Начало «возвращения к Веберу» в нашей стране связано с выходом однотомника избранных произведений М. Вебера (1990), куда вошла его «Протестантская этика», и менее известного широкой научной общественности издания отрывков из фундаментальной «Хозяйственной этики мировых религий», выполненного в ИНИОН (1988). Новый перевод отдельных глав «Этики», сделанный А. Б. Рахмановым, публикуется в журнале «Личность. Культура. Общество», №№ 3-4 за 2009 г. Ряд работ, посвященных взглядам М. Вебера на Россию, опубликовал А. Кустарев в журналах «Космополис» (№ 3, 2005) и «Полис» (№ 2 за 2006 г.) Им же переведены и откомментированы статьи Вебера о России (Вебер М. О России. М., РОССПЭН, 2007). Среди зарубежных работ теме нашего модуля посвящена книга Андреаса Бусса «Русская православная традиция и Модерн» (Buss A. Russian Orthodox Tradition and Modernity. Brill. Leiden-Boston, 2003). Непосредственное отношение к теме имеет и помещенная в приложении к ней статья Бусса «Концепция адекватной причинности в сравнительных культурных исследованиях».


2. Наследие Вебера: проблемы интепретации

Важный аспект проблемы – преобладание как в отечественной, так и в англоязычной литературе не всегда корректных интепретаций Вебера над адекватным пониманием его крайне сложных, большей частью не доведенных до конца и трудно переводимых текстов. Можно говорить о версии «Weber-light» (термин заимствован нами из статьи А. Б. Рахманова), которая в отечественном обществоведении поддерживается набором выборочных цитат, изъятых из общего контекста взглядов М. Вебера на связи между религиозными картинами мира и обликом обществ, основанных на соответствующих конфессиональных традициях.
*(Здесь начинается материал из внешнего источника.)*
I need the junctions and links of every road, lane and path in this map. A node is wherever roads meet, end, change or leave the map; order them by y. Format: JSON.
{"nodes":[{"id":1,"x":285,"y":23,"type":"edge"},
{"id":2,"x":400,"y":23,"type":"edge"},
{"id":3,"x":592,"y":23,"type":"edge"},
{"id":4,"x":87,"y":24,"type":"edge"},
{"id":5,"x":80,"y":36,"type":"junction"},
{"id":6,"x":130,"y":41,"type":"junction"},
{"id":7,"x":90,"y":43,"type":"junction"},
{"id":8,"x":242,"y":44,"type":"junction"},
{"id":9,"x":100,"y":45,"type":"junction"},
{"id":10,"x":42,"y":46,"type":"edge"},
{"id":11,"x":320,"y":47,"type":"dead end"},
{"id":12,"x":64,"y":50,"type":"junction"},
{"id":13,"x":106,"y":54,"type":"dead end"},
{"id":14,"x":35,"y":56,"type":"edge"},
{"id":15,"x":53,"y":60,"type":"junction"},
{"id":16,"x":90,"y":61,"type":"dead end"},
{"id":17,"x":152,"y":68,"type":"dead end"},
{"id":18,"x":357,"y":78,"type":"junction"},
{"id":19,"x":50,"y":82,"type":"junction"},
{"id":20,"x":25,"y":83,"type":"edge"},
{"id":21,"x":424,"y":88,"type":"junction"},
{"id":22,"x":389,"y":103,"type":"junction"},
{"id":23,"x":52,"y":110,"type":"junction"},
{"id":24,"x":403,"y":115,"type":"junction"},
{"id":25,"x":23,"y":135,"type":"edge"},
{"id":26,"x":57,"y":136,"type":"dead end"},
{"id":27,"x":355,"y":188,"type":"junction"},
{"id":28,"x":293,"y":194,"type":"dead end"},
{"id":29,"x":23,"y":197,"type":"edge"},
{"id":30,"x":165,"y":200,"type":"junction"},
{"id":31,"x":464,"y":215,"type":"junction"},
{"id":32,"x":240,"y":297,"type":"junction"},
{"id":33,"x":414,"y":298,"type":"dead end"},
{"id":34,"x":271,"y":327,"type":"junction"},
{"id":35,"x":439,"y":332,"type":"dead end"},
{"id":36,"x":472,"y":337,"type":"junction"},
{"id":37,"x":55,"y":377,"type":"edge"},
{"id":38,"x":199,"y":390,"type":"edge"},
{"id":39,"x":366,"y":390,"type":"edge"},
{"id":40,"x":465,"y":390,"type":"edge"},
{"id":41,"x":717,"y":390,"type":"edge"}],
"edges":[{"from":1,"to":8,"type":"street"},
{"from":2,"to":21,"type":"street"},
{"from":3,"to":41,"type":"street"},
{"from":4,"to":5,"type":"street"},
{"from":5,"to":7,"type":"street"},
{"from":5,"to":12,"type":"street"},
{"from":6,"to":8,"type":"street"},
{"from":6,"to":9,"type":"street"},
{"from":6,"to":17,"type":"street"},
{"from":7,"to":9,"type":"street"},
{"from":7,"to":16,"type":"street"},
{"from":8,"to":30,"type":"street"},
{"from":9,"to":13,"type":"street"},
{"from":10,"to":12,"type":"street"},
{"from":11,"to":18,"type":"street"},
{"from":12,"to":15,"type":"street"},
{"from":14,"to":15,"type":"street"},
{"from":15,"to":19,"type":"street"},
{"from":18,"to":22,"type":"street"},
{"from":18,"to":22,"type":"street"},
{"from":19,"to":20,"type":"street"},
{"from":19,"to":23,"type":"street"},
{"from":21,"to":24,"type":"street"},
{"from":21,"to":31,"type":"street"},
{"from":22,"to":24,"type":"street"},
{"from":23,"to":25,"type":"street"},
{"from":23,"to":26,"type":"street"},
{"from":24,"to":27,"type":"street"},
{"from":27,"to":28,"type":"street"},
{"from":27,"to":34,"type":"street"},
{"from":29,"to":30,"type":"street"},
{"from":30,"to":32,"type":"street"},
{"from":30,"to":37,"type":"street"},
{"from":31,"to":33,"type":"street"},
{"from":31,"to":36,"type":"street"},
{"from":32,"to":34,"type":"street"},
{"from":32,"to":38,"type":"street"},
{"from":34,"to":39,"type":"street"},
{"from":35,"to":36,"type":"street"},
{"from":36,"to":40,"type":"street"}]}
В англоязычном мире понимание Вебера опирается прежде всего на интепретирующий перевод ряда его работ, в том числе «Духа капитализма» Толкоттом Парсонсом, также содержащий ряд существенных искажений авторского текста.

Как отмечает А. Б. Рахманов, в отечественной литературе часто игнорируется то обстоятельство, что «в некоторых более поздних произведениях Вебер фактически отказывался от ряда ключевых идей “Протестантской этики”, прямо не говоря об этом». Имеется в виду прежде всего работа над незавершенным фундаментальным трудом «Хозяйственная этика мировых религий». Не получив аналогичного «Протестантской этике» результата при исследовании конфуцианства, буддизма и иудаизма, Вебер оставил поиски в этой области, не реализовав свои планы в отношении ислама, раннего и восточно-православного христианства.

Существенное и не всегда учитываемое интерпретаторами Вебера обстоятельство – принадлежность Вебера и его работ к интеллектуальной традиции Просвещения с ее изначальным европоцентризмом. Подчеркивая уникальность ценностного комплекса, укорененного в протестантской этике, и социальных условий, способствовавших его распространение в обществе, ученый фактически подтверждал несомненную для него цивилизационную уникальность Запада. Британский ученый Дж. Хобсон сравнил основные позиции модели капитализма, предложенной М. Вебером, со стандартным набором отличий Запада от Востока, который бытовал в современном «Духу капитализма» культурно-историческом дискурсе, показав их полное тождество. Это – противопоставление индивидуализма общинности; рационализма – мистицизму; политической свободы – патримониальному деспотизму; предпринимательства – государственному контролю. Веберовская картина капитализма, основанная на западноевропейском комплексе представлений о Западе как противоположности Востоку (не отсюда ли подчеркнутый интерес автора к буддизму, конфуцианству, индуизму и отчасти к исламу?) лежит в русле идеи об уникальности Запада, в силу которой он и совершил прорыв, составивший новую эпоху в жизни всего человечества.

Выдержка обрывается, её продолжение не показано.